Он мне протянул пачку, зажег спичку в ладонях. И когда я прикуривал, вдруг он сказал:
- Между прочим, старик, вода от винта вскипает.
- Вон как?
- Да. Это называется "кавитация". Вредная штука, разрушает винт. Когда число оборотов превосходит критическое, на засасывающей стороне появляются пузырьки воздуха. Пар, конечно, не идет, но - все признаки кипения.
- Знаешь!
Он пожал плечами и опять вздохнул.
- Все мы учились понемногу... Возился с подвесными моторами.
- Зачем же ты пошел?
- В корму? А я не пошел. В гальюн забежал. Но я все-таки доставил вам удовольствие?
Я поглядел на него - он красивый был, рослый мальчик; девки его, наверное, любили. Отчего же он с Димкой держался за младшего. Но правда, было в нем что-то - как вам объяснить? - всем его хотелось оберечь, приглядеть за ним - как бы он там подальше был от лебедки, от натянутого троса, не удалился бы невзначай "в сторону моря". За Димкой же никто и не думал смотреть.
- Тяжело тебе плавать?
- Что ты! - он улыбнулся. - Я себя никогда так не чувствовал.

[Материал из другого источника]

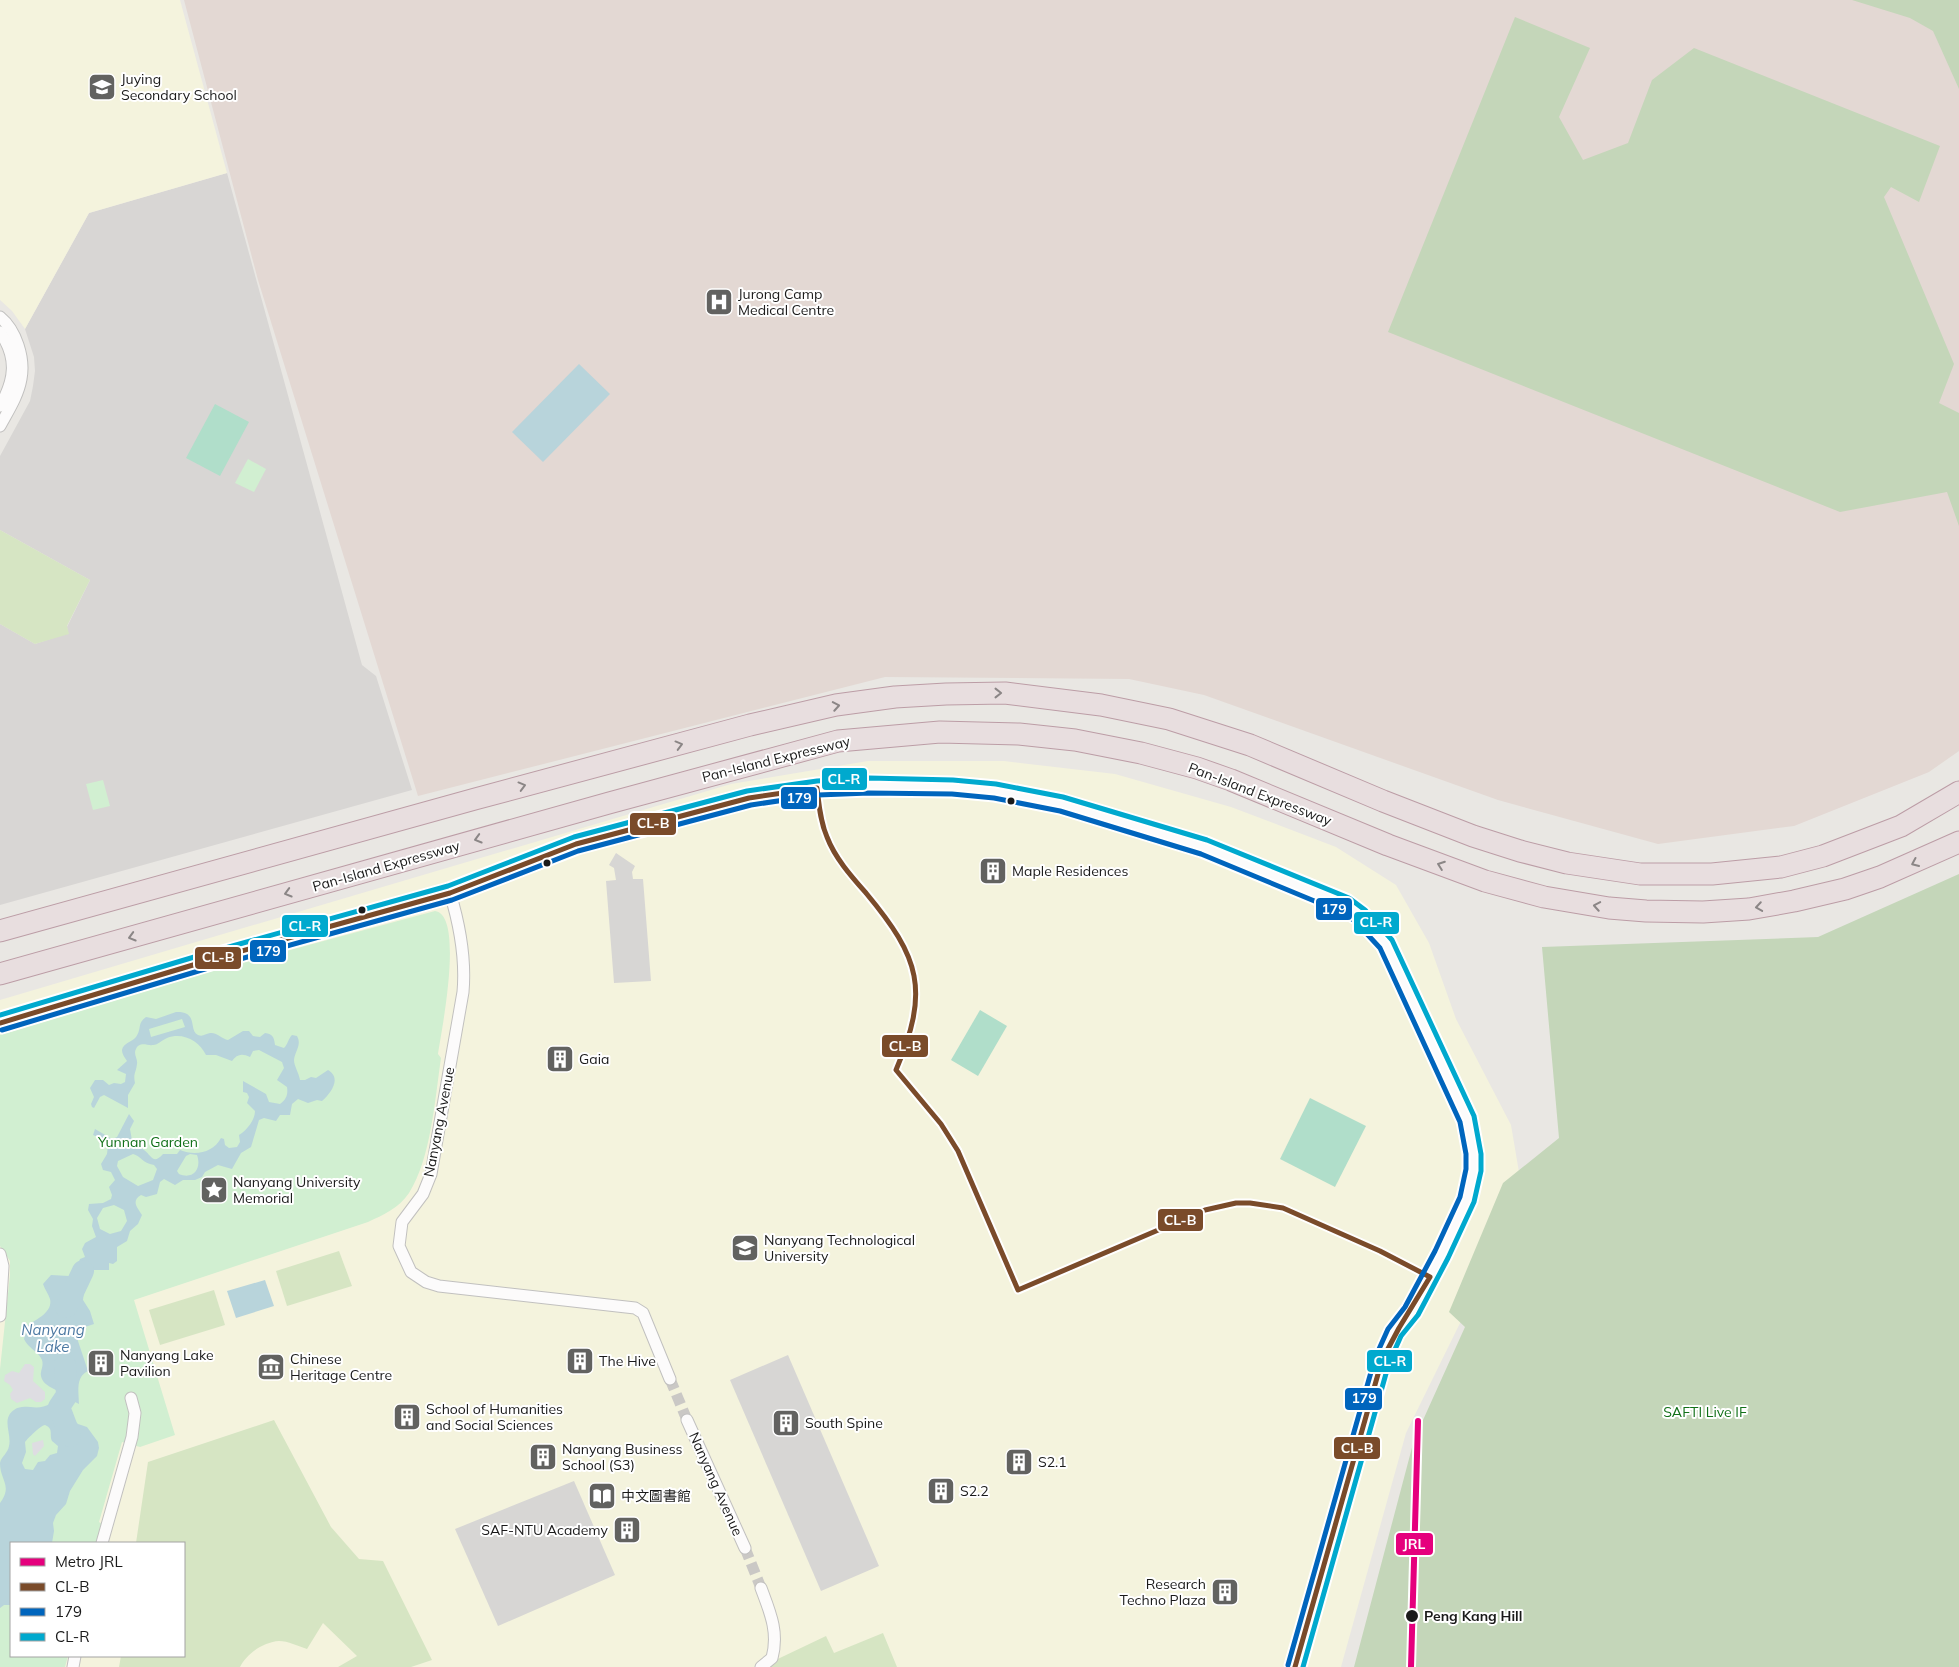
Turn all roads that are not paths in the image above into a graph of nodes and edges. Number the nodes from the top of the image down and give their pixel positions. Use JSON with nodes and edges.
{"nodes":[{"id":1,"x":0,"y":317,"type":"edge"},
{"id":2,"x":0,"y":332,"type":"edge"},
{"id":3,"x":0,"y":406,"type":"edge"},
{"id":4,"x":0,"y":426,"type":"edge"},
{"id":5,"x":1959,"y":792,"type":"edge"},
{"id":6,"x":1959,"y":842,"type":"edge"},
{"id":7,"x":450,"y":893,"type":"junction"},
{"id":8,"x":0,"y":932,"type":"edge"},
{"id":9,"x":0,"y":974,"type":"edge"},
{"id":10,"x":0,"y":1023,"type":"edge"},
{"id":11,"x":0,"y":1254,"type":"edge"},
{"id":12,"x":0,"y":1316,"type":"edge"},
{"id":13,"x":670,"y":1379,"type":"tunnel mouth"},
{"id":14,"x":131,"y":1398,"type":"dead end"},
{"id":15,"x":686,"y":1420,"type":"tunnel mouth"},
{"id":16,"x":102,"y":1542,"type":"edge"},
{"id":17,"x":745,"y":1548,"type":"tunnel mouth"},
{"id":18,"x":761,"y":1588,"type":"tunnel mouth"},
{"id":19,"x":761,"y":1667,"type":"edge"},
{"id":20,"x":1295,"y":1667,"type":"edge"}],
"edges":[{"from":1,"to":4,"type":"street"},
{"from":2,"to":3,"type":"street"},
{"from":8,"to":5,"type":"highway","one_way":true},
{"from":6,"to":9,"type":"highway","name":"Pan-Island Expressway","one_way":true},
{"from":7,"to":10,"type":"street"},
{"from":7,"to":13,"type":"street","name":"Nanyang Avenue"},
{"from":7,"to":20,"type":"street"},
{"from":11,"to":12,"type":"street"},
{"from":14,"to":16,"type":"street"},
{"from":15,"to":17,"type":"street","name":"Nanyang Avenue"},
{"from":18,"to":19,"type":"street"}]}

Чем тяжелей, тем лучше.
- Вот это здорово!
- Я правду говорю. Рано или поздно, а нужно же себя когда-нибудь сделать. Изменить лицо.
- Это как?
- Не помнишь - у Грина? Читал когда-нибудь? "Алые паруса", кажется. Или - "Бегущая по волнам".
- Ну, предположим.
Не читал я этого Грина. Я вообще про моряков не могу читать. Вот только Джека Лондона уважаю, он правду написал: "Человек никогда не привыкнет к холоду". Знал, что пишет.
- Там это сильно сделано. Как у него вырастали мозоли на руках и менялось лицо... Но я, наверно, слишком много читал. А если задуматься, судьба у меня страшная.
- Чем же так?
- Не тем, что ты думаешь. Никто у меня в тюряге не сидел. Все, слава Богу, живы. Но все так благополучно - десять лет по одной и той же дорожке в школу, два квартала туда, два обратно. Потом - одной и той же дорожкой в институт. Потом в другой. Вот так подохнешь от информации и никогда не увидишь - архипелаг Паумоту... остров Пасхи... или как танцуют таитянки. Только в кино. А сам никогда не будешь сидеть с венком на шее. Который тебе сплели дочери вождя.
- Знаешь, я тоже умру и не увижу.
- А! Не в этом дело! - Он выплюнул окурок за борт. - Ты живешь. Хоть один день из недели врежется в память.
Потому что человек помнит - когда ему было трудно. Как он голодал. Валялся в окопе. Как делили цигарку на троих и ему оставили бычка. А когда он жил в теплой квартире, с ванной и унитазом, это прекрасно, черт дери, а вспомнить нечего...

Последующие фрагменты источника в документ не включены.